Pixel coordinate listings
::::::::
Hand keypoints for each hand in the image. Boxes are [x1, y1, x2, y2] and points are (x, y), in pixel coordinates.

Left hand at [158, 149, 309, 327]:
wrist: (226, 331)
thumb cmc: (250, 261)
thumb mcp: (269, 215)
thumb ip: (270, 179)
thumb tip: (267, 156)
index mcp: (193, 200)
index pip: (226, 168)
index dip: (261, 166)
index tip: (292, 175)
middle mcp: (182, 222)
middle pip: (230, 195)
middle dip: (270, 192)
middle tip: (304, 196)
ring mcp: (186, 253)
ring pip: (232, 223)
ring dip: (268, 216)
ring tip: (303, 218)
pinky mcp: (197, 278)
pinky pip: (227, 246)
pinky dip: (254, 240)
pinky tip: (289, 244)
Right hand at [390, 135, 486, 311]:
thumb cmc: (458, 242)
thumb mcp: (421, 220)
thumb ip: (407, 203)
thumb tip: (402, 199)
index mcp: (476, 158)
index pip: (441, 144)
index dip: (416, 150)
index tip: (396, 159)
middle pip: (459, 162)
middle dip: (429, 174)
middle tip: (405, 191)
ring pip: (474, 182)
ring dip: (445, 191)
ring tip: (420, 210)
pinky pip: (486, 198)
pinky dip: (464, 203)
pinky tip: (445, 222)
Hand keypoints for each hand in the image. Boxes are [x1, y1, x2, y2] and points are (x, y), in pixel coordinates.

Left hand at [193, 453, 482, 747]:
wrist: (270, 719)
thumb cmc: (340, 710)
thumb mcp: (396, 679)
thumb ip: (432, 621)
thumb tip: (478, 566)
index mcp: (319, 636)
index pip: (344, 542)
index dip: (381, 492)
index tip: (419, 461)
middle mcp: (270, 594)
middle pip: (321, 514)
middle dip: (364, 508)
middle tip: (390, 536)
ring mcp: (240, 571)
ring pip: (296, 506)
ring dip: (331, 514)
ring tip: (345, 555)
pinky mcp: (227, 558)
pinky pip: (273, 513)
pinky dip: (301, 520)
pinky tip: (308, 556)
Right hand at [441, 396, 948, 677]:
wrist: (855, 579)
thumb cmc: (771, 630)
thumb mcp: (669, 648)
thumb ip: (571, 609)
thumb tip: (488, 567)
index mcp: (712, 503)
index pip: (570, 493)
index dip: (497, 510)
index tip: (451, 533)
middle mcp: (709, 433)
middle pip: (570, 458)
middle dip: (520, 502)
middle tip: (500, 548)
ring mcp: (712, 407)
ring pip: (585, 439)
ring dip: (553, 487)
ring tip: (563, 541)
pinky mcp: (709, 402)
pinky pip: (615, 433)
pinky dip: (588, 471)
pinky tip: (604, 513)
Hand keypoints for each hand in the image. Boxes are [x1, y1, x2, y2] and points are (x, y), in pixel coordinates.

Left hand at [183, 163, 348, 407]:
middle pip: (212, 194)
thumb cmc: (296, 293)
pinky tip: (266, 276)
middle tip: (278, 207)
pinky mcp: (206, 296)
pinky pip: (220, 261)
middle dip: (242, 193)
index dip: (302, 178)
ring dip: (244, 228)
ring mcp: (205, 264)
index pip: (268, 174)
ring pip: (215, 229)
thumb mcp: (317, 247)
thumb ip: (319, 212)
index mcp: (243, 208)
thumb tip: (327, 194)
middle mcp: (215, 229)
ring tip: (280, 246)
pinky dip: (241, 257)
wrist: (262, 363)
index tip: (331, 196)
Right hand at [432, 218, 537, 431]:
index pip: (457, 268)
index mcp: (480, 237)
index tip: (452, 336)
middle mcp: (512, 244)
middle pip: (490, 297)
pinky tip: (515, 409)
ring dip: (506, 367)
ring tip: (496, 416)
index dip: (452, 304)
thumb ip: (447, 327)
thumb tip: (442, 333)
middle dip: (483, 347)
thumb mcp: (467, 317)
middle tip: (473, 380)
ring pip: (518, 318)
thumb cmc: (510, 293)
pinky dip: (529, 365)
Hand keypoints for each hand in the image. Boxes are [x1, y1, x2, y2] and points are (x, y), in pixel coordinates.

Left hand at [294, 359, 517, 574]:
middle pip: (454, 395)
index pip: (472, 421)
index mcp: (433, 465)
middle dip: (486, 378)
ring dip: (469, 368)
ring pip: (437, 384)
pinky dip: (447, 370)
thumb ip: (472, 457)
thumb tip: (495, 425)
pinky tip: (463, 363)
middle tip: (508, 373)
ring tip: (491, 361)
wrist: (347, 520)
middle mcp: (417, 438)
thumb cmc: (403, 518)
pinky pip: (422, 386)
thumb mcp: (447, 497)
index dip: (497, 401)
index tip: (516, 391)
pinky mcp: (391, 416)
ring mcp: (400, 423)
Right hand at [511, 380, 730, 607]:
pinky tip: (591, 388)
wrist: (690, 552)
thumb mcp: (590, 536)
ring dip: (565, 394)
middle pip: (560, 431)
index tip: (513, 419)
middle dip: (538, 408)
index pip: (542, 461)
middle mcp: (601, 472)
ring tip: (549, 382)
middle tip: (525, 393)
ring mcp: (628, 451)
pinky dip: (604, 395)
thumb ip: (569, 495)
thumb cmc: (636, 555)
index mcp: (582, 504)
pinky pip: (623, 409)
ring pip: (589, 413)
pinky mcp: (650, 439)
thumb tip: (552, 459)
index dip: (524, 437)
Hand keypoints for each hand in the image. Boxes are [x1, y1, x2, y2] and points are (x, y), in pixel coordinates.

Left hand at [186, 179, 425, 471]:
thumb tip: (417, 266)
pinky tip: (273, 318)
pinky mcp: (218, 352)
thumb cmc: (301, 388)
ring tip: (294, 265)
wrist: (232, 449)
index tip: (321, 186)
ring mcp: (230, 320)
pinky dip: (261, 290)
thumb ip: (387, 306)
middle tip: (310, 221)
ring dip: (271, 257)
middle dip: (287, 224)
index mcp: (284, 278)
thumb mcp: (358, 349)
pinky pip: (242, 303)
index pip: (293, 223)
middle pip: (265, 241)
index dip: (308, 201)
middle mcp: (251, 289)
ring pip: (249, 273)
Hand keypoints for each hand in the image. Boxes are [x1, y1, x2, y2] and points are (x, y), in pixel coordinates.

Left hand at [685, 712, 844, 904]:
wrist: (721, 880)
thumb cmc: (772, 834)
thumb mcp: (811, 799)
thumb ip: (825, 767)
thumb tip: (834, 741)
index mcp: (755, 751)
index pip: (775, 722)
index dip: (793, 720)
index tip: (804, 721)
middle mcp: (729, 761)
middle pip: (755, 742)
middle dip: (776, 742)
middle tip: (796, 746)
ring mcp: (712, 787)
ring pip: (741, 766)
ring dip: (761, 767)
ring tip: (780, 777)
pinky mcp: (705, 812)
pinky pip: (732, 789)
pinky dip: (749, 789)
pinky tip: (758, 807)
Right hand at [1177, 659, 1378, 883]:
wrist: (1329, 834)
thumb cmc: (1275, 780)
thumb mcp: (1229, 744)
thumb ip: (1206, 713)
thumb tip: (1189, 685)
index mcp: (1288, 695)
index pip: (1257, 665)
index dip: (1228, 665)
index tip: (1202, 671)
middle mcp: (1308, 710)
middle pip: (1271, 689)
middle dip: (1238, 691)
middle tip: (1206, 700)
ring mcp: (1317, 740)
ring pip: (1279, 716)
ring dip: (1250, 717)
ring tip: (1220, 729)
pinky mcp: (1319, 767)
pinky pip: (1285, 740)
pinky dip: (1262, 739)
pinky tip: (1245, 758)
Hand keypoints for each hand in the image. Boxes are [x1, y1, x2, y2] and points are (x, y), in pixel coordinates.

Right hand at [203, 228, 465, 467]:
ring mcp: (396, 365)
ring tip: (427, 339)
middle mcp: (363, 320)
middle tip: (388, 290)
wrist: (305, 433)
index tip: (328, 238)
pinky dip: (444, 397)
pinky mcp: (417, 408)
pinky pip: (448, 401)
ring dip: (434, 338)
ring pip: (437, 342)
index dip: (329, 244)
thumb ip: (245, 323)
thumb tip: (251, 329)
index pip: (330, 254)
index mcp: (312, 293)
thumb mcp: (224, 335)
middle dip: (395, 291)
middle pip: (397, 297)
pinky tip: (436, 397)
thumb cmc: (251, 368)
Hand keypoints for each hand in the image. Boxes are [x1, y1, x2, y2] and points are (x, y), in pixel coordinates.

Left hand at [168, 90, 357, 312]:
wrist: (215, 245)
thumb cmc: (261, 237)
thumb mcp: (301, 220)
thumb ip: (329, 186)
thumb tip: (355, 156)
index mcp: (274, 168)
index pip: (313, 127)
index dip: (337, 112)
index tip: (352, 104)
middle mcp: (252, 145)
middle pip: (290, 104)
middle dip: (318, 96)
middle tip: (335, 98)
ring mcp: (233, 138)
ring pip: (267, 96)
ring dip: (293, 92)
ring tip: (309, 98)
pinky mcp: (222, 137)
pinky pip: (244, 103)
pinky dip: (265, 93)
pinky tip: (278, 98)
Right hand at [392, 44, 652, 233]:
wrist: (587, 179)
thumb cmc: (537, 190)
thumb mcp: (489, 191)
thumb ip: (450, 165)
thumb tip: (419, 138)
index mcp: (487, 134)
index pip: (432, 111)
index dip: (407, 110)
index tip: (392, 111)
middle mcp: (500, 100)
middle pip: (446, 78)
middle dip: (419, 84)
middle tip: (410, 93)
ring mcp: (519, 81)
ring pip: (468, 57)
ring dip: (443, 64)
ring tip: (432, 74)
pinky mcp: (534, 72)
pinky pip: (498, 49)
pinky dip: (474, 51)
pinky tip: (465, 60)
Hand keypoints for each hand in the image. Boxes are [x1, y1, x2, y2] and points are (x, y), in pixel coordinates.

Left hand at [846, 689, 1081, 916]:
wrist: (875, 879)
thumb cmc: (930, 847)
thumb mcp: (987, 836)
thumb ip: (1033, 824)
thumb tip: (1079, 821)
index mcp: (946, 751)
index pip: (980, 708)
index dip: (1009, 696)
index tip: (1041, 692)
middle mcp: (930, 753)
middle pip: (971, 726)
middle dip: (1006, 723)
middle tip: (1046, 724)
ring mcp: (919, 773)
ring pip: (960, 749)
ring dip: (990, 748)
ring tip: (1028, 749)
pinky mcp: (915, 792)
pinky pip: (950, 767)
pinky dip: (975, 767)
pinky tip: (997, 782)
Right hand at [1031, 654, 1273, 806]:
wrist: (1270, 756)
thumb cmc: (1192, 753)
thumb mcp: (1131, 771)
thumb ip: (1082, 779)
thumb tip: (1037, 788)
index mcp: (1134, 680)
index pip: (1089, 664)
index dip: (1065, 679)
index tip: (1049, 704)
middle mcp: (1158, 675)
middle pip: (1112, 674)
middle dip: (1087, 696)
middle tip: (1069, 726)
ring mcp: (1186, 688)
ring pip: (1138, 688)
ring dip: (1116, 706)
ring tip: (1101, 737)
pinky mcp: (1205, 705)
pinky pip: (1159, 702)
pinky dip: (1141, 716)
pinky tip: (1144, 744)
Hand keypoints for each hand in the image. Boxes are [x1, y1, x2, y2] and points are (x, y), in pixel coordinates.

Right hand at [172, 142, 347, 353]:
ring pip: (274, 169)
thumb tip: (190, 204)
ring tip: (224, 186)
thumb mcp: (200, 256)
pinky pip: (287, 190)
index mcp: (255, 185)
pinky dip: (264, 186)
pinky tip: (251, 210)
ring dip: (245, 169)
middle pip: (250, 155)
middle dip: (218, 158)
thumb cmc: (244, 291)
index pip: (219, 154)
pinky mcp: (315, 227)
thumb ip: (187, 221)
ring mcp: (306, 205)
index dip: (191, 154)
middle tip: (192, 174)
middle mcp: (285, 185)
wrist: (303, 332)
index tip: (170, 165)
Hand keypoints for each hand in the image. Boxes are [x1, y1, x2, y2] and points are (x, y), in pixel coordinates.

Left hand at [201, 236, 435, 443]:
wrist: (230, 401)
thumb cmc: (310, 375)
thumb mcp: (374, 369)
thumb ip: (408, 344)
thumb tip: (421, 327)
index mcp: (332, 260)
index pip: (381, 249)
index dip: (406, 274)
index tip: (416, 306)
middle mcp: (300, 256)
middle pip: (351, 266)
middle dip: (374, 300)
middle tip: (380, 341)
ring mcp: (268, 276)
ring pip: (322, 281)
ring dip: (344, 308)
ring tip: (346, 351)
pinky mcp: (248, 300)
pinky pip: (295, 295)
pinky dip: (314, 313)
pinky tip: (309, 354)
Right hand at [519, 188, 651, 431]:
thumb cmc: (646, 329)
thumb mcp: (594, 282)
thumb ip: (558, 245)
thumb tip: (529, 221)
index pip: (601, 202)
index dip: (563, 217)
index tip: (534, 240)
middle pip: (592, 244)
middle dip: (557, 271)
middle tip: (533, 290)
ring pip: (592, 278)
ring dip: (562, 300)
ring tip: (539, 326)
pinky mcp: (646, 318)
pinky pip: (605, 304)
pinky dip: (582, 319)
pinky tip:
::::::::
▸ EXERCISE PROMPT
Give back exactly the lines above starting at the line where "middle dip: (429, 174)" appears and ending at the line where "index pip: (570, 493)" appears, both included, with no other lines.

▸ SOLUTION TO THE PROBLEM
middle dip: (429, 174)
middle tip: (405, 191)
ring pip: (474, 182)
ring dip: (445, 191)
ring tip: (420, 210)
pinky pip: (486, 198)
pinky dip: (464, 203)
pinky tip: (445, 222)
Hand keypoints for each hand in the image. Boxes are [x1, y1, x2, y2] and points are (x, y), in pixel coordinates.

Left hand at [193, 453, 482, 747]:
wrist: (270, 719)
thumb cmc: (340, 710)
thumb mcp: (396, 679)
thumb ip: (432, 621)
thumb tip: (478, 566)
index mcp: (319, 636)
index pip: (344, 542)
index dip: (381, 492)
index tip: (419, 461)
middle mcp: (270, 594)
middle pip: (321, 514)
middle dip: (364, 508)
middle tip: (390, 536)
ring mcp: (240, 571)
ring pip: (296, 506)
ring dip: (331, 514)
ring tip: (345, 555)
pinky mcp: (227, 558)
pinky pip: (273, 513)
pinky dip: (301, 520)
pinky tip: (308, 556)
Right hand at [441, 396, 948, 677]:
wrist: (855, 579)
thumb cmc: (771, 630)
thumb mcp: (669, 648)
thumb ip: (571, 609)
thumb tip: (488, 567)
index mcp: (712, 503)
index pip: (570, 493)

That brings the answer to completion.